Because the universal-wound AC motor runs on DC, it will also run on full-wave rectified AC (top trace). The current waveform (bottom, 200 mA/div) never hits zero:

Note that the current lags the voltage, as you’d expect from an inductive load.
The average current at 120 VAC rectified is about 600 mA, a bit over the current at 50 V that I measured from the DC supply while driving the sewing machine. The locked-rotor torque averages 1 A, although it’s pretty hard to hold the handwheel at full voltage.
The key advantage of rectified AC: an ordinary MOSFET can control the motor current.

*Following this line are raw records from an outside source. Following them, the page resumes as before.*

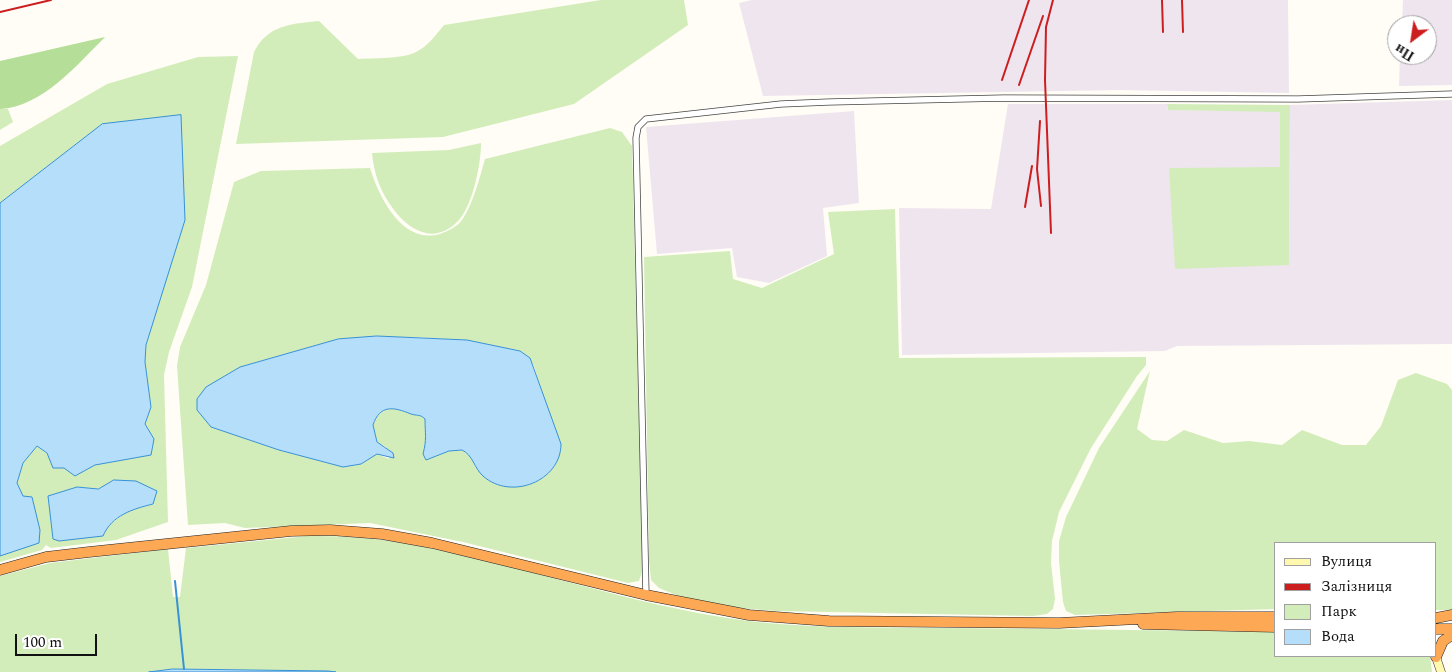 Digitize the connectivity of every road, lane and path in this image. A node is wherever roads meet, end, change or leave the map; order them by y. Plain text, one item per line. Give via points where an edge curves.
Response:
1 (1452, 94) edge
2 (0, 570) edge
3 (646, 595) junction
4 (1274, 617) edge
5 (1452, 617) edge
6 (1437, 618) edge
7 (1095, 622) junction
8 (1274, 627) edge
9 (1437, 629) edge
10 (1452, 629) edge
11 (1452, 635) edge
12 (1437, 654) edge
13 (1436, 657) edge
14 (1441, 672) edge

1 - 3 street via 1298,99 1004,98 829,102 646,119 638,127 636,138
2 - 3 highway via 46,558 89,552 330,530 382,534 432,543
3 - 7 highway via 749,615 791,619
4 - 7 highway via 1177,617
5 - 6 highway
7 - 8 highway
9 - 10 highway
11 - 12 highway via 1443,641
13 - 14 main road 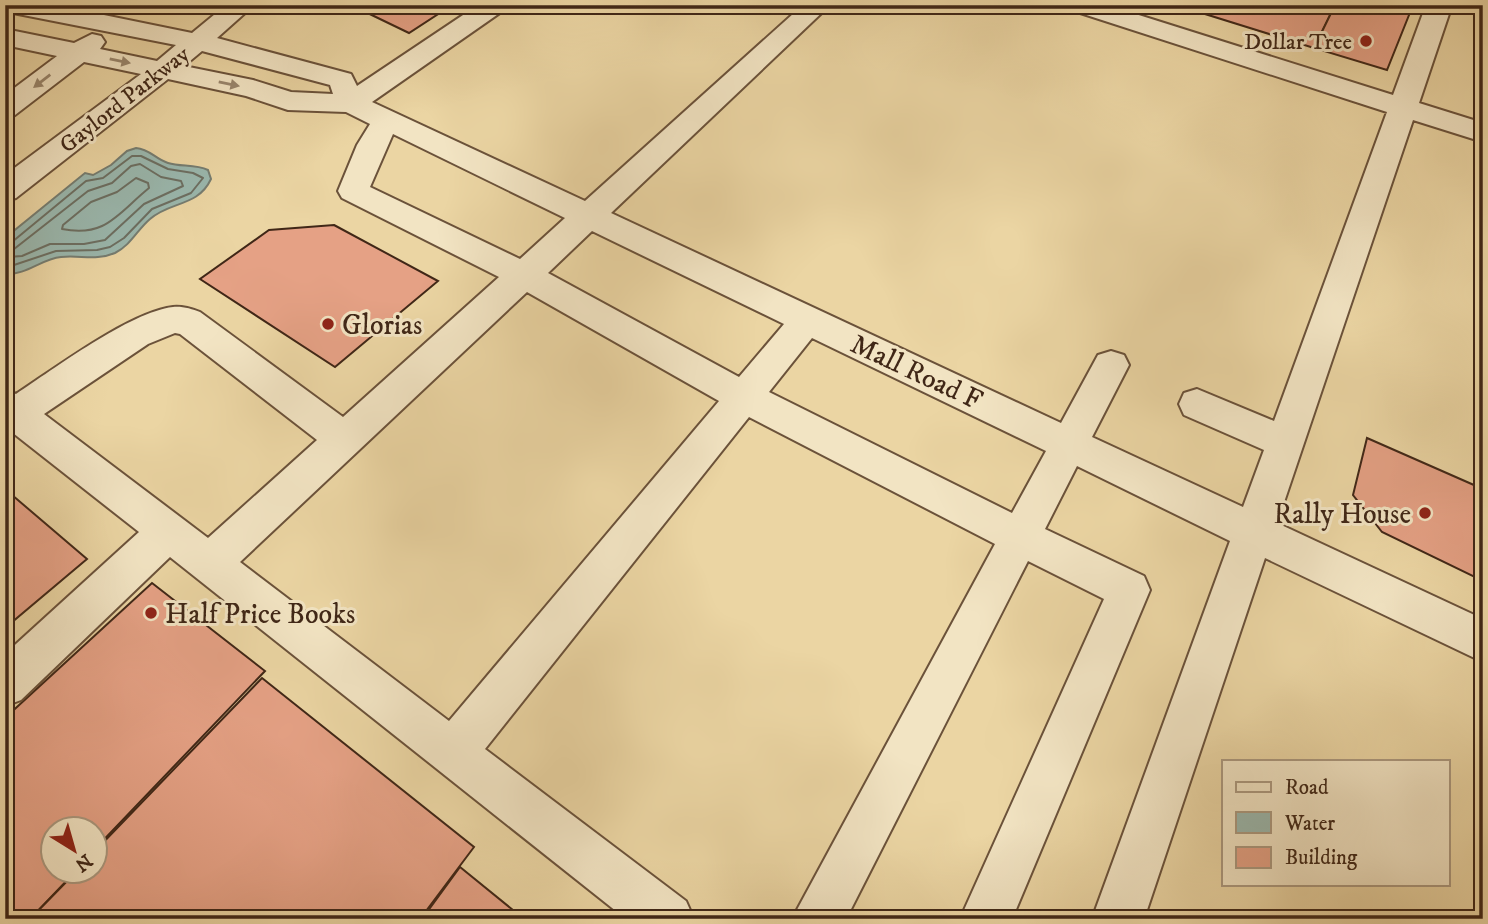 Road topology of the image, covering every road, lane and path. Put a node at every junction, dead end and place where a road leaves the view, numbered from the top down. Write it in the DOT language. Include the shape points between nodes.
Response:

Given the motor’s sensitivity to current limiting, there’s not much point in measuring the current; unlike LED brightness, the speed isn’t proportional to the current. The MOSFET must act more like the carbon pile rheostat, burning whatever voltage the motor doesn’t need to run at the selected speed, with the RPM setpoint determining the gate voltage in a closed loop.
You can detect a stall by watching the motor RPM: when that drops too far below the setpoint, it’s stalled.
The gotcha will be keeping the MOSFET within its the safe operating area at both ends of the voltage range, due to the nearly constant current at any applied voltage:
- High voltage + high current hits the maximum pulsed power limit of IDSVDS
- Low voltage + high current hits the minimum possible voltage of IDSRDS
I think the relatively low current and power levels will simplify that mess; offering up a sacrificial MOSFET for measurement may be in order.
On the whole, it’s looking more do-able than I thought.
That MOSFET will need a serious heat sink a d fan, no?
You betcha!
Figuring that the motor draws half an amp, the MOSFET must burn 50 W at low speeds. That’s right on the hairy edge of what a TO-220 package can handle: it’s definitely a brute force application. Worse, the MOSFET operates way over on the right side of the SOA plot, where high voltage combined with high current normally requires low duty cycles and leads to thermal runaway in linear mode.
The only redeeming feature: no acoustic noise from PWM or current chopping. A high-volume, low-speed fan on a mighty heatsink will definitely be in order…
Hi Ed,
You could also try to put the mosfet in the middle of a rectfier bridge.
Then you can control AC with a single mosfet.
Maybe pwm will work.
I may yet stir an isolation transformer into this mess, which would both simplify the gate drive and keep me from inadvertently frying myself…
Have you considered driving the mosfet with PWM at a frequency that is higher than 20KHz and incorporating an LC filter between the switch and the motor. There would not need to be any feedback and the losses in the mosfet would be much lower.
Well, she can hear things I can’t, including stepper drives that should be inaudible to everybody, so I’m leery of rash assumptions concerning frequencies. [grin]
At this point, I’m still poking the problem with a sharp stick to get some idea of how big it is; even if I don’t like PWM, the solution may look a lot like that.